FAQ and Troubleshooting¶

This page collects common questions and practical fixes for gmlst. For installation and first-run instructions, see installation.md and quickstart.md. For command syntax, see commands.md.

General Questions¶

What is gmlst?¶

gmlst is a Python CLI for bacterial genome typing. It supports classical MLST, larger cgMLST and wgMLST schemes, and scheme-free typing with gmlst typing tgmlst.

What is the difference between MLST and cgMLST?¶

MLST usually uses a small number of housekeeping loci, often 7
cgMLST uses a much larger set of core-genome loci
wgMLST goes broader still, often including accessory loci

In practice, MLST is lighter and easier to compare quickly. cgMLST gives finer resolution, but needs more compute and more complete locus recovery.

Why does gmlst support multiple alignment backends?¶

Different inputs and workloads need different tools.

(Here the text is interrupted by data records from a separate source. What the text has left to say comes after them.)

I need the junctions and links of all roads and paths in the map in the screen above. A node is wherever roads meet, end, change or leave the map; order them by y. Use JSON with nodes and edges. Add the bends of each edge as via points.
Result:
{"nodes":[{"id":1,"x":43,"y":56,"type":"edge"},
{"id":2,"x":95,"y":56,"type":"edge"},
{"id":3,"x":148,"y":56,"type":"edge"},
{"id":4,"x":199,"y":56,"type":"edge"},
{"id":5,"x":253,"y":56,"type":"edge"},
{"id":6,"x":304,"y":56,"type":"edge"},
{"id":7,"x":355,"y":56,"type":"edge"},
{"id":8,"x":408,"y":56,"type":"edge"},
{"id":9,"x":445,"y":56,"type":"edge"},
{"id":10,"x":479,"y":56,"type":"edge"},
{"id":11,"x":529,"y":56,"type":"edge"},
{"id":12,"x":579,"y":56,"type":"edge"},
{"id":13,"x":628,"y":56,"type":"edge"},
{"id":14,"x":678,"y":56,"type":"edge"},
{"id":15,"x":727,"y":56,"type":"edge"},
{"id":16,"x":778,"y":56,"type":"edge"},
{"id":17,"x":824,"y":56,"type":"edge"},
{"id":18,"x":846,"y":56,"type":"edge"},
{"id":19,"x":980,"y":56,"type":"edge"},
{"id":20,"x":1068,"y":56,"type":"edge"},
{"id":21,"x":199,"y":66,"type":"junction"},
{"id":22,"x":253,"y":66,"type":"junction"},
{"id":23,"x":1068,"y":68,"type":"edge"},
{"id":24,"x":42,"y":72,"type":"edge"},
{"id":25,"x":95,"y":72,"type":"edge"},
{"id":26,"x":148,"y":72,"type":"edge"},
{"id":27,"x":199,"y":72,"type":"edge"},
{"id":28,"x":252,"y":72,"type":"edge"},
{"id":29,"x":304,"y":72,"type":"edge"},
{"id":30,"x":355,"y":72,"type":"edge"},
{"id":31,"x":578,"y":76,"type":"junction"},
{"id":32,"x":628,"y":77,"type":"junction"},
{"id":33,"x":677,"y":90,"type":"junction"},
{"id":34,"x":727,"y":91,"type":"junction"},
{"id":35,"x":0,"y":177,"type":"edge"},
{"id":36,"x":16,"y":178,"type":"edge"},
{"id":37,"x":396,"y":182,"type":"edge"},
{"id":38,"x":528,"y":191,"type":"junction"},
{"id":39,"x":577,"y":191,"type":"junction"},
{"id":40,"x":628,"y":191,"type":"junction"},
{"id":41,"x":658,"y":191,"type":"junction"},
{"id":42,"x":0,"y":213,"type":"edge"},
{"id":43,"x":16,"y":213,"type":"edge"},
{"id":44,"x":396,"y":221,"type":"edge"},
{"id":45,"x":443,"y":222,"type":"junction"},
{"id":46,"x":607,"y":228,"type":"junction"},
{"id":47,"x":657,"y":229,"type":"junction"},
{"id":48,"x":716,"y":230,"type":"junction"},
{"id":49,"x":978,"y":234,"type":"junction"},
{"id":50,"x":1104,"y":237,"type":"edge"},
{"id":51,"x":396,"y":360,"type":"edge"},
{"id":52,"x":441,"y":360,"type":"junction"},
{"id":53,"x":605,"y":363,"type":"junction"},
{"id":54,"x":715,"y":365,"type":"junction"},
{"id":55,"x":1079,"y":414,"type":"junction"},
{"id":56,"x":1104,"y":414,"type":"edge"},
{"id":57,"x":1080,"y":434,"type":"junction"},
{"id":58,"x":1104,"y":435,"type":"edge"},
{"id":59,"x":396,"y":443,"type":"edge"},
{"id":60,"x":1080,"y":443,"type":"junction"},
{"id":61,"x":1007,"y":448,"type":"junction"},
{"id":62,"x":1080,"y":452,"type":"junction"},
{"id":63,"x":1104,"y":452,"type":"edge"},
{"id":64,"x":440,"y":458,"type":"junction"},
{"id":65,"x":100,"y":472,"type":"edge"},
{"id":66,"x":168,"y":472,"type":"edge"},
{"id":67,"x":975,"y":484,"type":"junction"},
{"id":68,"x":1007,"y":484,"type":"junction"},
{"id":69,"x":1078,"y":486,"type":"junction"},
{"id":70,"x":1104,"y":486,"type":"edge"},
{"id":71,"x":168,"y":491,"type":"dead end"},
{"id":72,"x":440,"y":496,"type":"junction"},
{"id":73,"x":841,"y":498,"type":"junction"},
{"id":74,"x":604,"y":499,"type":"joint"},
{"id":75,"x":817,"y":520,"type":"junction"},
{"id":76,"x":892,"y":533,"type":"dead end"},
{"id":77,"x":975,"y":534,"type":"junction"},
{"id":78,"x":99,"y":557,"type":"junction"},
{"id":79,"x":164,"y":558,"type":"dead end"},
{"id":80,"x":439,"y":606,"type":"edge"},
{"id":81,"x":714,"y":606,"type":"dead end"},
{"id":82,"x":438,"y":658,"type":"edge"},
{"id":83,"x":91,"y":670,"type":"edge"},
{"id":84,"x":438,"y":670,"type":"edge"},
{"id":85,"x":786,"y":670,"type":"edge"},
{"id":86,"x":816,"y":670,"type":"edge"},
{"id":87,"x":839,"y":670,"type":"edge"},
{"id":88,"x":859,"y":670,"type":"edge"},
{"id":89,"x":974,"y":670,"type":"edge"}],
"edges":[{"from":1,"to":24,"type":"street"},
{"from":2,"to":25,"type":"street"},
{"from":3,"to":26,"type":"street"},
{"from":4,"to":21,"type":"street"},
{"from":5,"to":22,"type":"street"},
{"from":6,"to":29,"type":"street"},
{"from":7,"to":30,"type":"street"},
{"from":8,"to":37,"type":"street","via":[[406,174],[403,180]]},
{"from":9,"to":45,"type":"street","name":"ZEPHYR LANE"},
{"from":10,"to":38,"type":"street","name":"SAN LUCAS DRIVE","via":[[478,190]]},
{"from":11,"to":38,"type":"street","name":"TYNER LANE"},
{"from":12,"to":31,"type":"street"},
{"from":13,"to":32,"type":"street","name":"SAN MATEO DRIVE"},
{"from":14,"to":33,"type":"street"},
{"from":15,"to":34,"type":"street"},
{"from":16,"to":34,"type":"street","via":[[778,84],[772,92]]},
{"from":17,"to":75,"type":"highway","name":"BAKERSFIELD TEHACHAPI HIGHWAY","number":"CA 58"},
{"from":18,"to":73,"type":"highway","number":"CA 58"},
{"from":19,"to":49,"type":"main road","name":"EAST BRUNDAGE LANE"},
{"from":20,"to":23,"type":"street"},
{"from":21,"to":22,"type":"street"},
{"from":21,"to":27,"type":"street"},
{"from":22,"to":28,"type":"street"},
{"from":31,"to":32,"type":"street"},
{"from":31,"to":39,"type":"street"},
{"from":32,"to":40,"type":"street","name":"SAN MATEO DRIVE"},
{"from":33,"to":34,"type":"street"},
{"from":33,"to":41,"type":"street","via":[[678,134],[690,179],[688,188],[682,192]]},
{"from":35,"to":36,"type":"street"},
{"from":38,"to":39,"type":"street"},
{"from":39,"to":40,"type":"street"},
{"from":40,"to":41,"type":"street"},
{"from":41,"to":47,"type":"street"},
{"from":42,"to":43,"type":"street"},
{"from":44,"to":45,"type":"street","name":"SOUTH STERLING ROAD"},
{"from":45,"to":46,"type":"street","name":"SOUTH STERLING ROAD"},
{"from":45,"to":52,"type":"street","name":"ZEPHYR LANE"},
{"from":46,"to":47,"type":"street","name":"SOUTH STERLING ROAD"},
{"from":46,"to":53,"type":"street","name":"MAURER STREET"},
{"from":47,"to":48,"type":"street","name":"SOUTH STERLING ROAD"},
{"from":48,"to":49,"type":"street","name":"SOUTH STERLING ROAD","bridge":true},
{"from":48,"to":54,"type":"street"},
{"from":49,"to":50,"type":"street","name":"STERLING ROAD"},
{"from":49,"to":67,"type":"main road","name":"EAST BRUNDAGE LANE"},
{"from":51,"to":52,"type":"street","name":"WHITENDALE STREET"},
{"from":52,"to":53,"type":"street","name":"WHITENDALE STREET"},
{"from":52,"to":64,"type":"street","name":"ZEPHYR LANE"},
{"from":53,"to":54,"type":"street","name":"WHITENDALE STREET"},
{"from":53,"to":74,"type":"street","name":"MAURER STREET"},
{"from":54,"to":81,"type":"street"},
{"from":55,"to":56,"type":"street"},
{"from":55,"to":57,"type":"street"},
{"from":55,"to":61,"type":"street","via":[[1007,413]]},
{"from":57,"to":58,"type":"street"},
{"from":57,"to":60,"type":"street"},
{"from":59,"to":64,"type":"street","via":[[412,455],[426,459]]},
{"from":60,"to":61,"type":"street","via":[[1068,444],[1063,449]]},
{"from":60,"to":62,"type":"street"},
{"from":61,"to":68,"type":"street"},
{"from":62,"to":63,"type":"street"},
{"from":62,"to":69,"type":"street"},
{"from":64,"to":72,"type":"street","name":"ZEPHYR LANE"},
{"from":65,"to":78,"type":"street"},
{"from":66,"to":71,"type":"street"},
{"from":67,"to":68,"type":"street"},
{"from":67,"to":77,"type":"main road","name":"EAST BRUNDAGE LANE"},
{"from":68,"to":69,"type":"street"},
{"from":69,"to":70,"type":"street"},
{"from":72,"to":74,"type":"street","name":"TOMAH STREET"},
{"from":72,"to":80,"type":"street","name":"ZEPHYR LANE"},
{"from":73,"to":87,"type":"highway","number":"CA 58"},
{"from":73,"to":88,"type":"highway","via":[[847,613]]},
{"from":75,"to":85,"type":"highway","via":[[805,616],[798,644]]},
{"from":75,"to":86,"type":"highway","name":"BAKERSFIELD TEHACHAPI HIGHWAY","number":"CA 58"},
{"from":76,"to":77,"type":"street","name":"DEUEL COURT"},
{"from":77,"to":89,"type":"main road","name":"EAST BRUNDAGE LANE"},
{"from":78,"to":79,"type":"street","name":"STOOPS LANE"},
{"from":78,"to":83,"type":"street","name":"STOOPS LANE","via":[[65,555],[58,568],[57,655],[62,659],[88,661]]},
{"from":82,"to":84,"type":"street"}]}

blastn is a good baseline for assembly-based MLST
kma is well suited to read-based workflows and cgMLST FASTQ paths
minimap2 is fast and flexible for assemblies and some read workflows
nucmer can be useful for assembly comparison and alternate evidence

The project keeps the output model normalized so downstream calling logic can stay consistent across backends.

Installation Issues¶

`pixi: command not found`¶

Pixi is not installed, or your shell has not picked up the new PATH yet.

curl -fsSL https://pixi.sh/install.sh | bash

Then open a new terminal and verify:

pixi --version

`Python 3.12 is required`¶

Your Python is too old for the package.

Check:

python --version
python3 --version

If you want the easiest path, use pixi instead of a system Python install:

git clone https://github.com/indexofire/gmlst.git
cd gmlst
pixi install
pixi run gmlst --version

`pip install gmlst` fails¶

Common reasons:

Python is not 3.12
build tools or environment are inconsistent
external tools are missing and later commands fail

Try a clean virtual environment:

python3.12 -m venv .venv
source .venv/bin/activate
python -m pip install --upgrade pip
pip install gmlst

If you still hit environment problems, use pixi.

`blastn` not found¶

blastn is part of BLAST+. If you installed with pixi, run inside the pixi environment. If you used pip, install BLAST+ separately.

Check:

gmlst utils check -b blastn

Or:

pixi run gmlst utils check -b blastn

I get permission errors during install¶

Do not use sudo pip or sudo pixi for normal local installs. Use a user-local environment.

Good options:

pixi environment
Python virtual environment
conda or mamba environment

Scheme Management Issues¶

`Scheme 'X' not found in catalog`¶

The name must match the canonical scheme_name, not just the organism name.

Check available schemes:

gmlst scheme list
gmlst scheme list -p pubmlst
gmlst scheme list -p enterobase -t cgmlst

Then use the exact scheme name, for example:

gmlst scheme download -s saureus_1

Scheme download fails¶

Typical causes:

temporary network failure
provider-side outage or rate limit
a download tool that does not work well in your environment

Try a different download tool:

gmlst scheme download -s saureus_1 --download-tool curl
gmlst scheme download -s saureus_1 --download-tool requests
gmlst scheme download -s saureus_1 --download-tool wget

If you are behind a proxy or firewall, test provider access separately.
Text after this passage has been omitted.